Morris’s party had been nice, but unnerving. Binky disappeared for a long time with Christopher Primrose. With Binky missing, and Foss getting into a grouchy mood over something Erika wasn’t quite sure of, Erika spent most of her time with Morris and a couple of other kids she knew from the Rube Goldberg club. They had fun talking about the time they went to Boston and Erika and Morris won the Rube Goldberg competition, even though Erika had to take a barrette out of her hair to get the paper-stapling machine to actually work. You weren’t supposed to add any elements to your design during the competition, but Erika had stealthily hidden the barrette under a complex web of rubber bands. No one knew, not even Evan, the science teacher—if he had, he would have had to tell the organizers, and they’d have been disqualified. That quick thinking with the barrette had been Erika’s claim to fame in seventh grade.
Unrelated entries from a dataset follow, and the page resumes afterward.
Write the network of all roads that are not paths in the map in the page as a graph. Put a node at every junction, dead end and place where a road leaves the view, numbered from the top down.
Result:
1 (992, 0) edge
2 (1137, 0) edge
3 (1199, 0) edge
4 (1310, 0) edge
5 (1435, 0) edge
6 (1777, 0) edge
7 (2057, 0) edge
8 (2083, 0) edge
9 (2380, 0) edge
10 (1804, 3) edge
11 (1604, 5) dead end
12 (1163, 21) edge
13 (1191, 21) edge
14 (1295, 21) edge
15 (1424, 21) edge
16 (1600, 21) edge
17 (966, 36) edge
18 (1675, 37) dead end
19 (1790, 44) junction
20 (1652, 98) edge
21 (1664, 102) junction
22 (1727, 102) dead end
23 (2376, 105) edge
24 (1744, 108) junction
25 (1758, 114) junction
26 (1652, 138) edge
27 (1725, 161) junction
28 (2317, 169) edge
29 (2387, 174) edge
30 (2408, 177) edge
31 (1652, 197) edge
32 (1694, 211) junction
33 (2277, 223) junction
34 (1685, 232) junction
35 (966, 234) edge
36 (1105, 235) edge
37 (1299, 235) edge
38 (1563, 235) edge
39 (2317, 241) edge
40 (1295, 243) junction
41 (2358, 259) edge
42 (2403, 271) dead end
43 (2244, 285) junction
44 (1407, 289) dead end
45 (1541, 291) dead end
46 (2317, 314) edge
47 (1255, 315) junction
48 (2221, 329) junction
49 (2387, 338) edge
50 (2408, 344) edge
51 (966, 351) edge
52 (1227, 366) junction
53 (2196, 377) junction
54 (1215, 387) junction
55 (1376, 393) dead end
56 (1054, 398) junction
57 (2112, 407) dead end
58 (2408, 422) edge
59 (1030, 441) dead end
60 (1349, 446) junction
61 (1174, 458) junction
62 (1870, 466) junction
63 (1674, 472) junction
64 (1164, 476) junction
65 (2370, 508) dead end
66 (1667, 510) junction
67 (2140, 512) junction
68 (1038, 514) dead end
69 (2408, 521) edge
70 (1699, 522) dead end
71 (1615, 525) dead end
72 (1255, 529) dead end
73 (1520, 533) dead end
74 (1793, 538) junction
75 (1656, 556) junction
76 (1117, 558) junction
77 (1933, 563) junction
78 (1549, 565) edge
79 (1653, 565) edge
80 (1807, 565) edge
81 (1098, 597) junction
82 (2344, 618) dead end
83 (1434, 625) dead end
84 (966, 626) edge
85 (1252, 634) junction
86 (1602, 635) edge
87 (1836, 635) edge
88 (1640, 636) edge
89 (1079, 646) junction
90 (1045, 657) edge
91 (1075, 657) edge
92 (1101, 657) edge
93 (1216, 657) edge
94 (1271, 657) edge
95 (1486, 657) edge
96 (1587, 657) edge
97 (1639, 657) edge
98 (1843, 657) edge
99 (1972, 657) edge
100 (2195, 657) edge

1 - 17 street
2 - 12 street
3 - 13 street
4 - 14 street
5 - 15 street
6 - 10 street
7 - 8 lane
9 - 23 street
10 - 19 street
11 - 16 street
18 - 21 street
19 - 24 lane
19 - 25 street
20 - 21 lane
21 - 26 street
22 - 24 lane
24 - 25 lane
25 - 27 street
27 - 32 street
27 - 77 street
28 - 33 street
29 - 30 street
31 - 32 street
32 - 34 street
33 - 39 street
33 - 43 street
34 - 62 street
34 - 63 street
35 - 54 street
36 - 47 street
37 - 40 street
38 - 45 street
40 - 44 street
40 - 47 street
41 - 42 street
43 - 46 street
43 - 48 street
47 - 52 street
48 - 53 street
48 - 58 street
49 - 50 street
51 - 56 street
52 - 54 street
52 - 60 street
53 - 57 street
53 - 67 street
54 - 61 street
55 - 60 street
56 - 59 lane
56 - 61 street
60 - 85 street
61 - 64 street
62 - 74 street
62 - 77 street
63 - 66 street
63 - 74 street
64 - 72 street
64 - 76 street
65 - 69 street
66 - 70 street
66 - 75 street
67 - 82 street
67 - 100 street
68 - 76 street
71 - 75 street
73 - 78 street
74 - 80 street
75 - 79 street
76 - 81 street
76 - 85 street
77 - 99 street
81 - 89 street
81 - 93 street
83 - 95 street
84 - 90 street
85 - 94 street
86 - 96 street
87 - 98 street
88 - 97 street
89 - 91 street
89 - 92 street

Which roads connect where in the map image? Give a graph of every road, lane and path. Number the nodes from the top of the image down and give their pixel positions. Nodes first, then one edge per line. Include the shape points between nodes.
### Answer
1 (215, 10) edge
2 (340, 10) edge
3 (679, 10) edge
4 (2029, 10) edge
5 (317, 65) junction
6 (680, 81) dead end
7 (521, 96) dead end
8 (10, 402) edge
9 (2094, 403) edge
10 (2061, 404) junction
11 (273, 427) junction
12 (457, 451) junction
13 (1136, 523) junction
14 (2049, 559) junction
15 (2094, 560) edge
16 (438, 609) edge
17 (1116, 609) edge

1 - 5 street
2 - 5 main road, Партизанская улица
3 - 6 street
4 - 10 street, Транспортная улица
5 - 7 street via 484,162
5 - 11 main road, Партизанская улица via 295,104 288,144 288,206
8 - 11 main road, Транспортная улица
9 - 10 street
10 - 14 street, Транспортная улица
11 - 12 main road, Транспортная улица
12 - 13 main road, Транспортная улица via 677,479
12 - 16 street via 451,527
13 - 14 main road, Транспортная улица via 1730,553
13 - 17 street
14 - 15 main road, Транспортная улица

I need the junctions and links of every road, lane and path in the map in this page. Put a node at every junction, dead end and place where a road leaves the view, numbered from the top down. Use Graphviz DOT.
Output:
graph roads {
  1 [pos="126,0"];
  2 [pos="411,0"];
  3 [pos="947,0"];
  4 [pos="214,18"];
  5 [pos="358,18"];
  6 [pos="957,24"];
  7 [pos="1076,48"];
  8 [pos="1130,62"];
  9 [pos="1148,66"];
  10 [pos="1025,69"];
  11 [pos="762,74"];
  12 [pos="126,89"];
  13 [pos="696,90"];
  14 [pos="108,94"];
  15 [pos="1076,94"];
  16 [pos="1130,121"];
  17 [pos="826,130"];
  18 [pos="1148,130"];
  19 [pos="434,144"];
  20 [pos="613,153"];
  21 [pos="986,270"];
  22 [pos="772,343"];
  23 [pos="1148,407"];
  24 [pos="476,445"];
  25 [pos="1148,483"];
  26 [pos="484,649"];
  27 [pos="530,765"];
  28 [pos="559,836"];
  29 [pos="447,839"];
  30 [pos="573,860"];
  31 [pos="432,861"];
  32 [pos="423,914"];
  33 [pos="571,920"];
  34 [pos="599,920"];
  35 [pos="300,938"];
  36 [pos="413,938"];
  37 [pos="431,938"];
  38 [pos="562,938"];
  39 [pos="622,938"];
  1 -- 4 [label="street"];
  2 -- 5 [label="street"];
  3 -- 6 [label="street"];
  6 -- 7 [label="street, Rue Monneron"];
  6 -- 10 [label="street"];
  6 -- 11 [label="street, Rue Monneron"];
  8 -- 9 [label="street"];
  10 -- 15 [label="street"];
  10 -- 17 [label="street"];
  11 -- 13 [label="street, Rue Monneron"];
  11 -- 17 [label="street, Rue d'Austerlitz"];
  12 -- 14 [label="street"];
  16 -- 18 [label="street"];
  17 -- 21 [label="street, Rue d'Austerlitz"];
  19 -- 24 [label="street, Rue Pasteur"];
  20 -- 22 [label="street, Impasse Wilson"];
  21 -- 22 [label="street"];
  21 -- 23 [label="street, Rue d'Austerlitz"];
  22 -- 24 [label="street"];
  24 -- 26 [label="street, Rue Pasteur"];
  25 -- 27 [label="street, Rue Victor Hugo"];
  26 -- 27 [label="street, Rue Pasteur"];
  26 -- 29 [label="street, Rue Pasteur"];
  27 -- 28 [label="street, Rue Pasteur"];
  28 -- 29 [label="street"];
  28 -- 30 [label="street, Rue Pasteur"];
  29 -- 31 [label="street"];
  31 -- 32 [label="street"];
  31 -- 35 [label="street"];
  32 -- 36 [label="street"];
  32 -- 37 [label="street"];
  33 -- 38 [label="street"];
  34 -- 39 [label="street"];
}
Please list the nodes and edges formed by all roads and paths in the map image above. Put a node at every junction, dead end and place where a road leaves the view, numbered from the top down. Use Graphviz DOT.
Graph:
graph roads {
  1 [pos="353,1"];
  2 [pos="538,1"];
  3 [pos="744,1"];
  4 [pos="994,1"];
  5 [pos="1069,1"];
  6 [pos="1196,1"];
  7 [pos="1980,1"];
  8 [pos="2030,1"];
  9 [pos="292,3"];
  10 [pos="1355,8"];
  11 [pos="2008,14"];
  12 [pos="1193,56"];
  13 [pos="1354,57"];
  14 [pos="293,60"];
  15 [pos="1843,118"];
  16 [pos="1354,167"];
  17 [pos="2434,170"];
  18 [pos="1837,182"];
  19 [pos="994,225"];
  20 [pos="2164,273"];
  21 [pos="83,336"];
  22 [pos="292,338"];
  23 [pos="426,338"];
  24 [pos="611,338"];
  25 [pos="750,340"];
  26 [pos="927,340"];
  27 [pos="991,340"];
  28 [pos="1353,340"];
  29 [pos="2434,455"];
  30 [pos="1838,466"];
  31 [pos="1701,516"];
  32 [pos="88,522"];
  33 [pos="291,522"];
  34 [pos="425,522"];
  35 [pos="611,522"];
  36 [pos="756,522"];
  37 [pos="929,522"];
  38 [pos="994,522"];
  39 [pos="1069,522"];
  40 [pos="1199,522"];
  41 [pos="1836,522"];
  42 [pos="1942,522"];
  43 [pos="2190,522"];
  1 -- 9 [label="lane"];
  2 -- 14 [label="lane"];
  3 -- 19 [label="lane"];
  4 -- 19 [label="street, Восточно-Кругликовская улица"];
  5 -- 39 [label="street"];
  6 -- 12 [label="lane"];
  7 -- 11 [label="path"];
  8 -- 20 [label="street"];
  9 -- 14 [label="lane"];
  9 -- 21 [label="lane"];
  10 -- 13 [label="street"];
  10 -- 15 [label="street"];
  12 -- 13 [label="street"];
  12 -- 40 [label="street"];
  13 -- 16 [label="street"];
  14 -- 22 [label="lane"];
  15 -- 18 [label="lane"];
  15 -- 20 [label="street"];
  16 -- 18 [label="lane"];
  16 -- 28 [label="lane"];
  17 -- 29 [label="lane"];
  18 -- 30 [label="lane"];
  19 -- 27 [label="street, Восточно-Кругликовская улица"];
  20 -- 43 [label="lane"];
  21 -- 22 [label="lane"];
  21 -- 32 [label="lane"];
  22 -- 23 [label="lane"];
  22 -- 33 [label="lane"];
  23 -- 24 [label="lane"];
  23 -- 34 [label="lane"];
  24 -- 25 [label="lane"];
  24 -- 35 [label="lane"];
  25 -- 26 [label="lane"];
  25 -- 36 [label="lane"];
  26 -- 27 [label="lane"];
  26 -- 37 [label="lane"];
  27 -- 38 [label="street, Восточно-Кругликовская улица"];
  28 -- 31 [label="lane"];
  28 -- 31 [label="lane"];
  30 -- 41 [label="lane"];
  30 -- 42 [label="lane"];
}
Fortunately, after another twenty minutes or so, Binky appeared, slightly disheveled, and she and Erika left Morris’s to be sure they’d be back at Erika’s by eleven. Binky was quiet during the walk home, and Erika noticed her lips had a slightly crushed look to them. She wondered what it was like kissing Christopher Primrose, but she couldn’t begin to imagine. He had a very dry-looking face. She didn’t think she’d like touching him.
After the night of Morris’s party, Binky kept coming up with more nighttime plans. Often, the parties involved Christopher Primrose, but when Erika asked Binky if they were going out, she was bitchy. “You have to stop telling people about me and Chris,” she had demanded. The fact was, though, at Rose Dyer High School there were no secrets, and other people had already begun to talk about Binky.
One boy, Jacob Weinrib, had said Binky was a “superfreak” and encouraged his friend Timmy Saltz to invite her to his party, a fact Erika learned in chess strategy from Tim’s lab partner, Mark. Erika had been called a freak by those boys before, but superfreak was a new one. She knew it had to do with sex, but wasn’t sure what type of act it referred to. She thought she might ask Melanie, but then she had forgotten about the whole thing. Whatever it did mean, the result was that Erika went to more parties, which was okay with her now that she had gotten used to it. There were usually kids to hang with who she knew, and she especially liked dressing up in pretty clothes. She liked the way her mom paid attention to her on those nights, and did her hair for her, like she did Melanie’s when Melanie went out.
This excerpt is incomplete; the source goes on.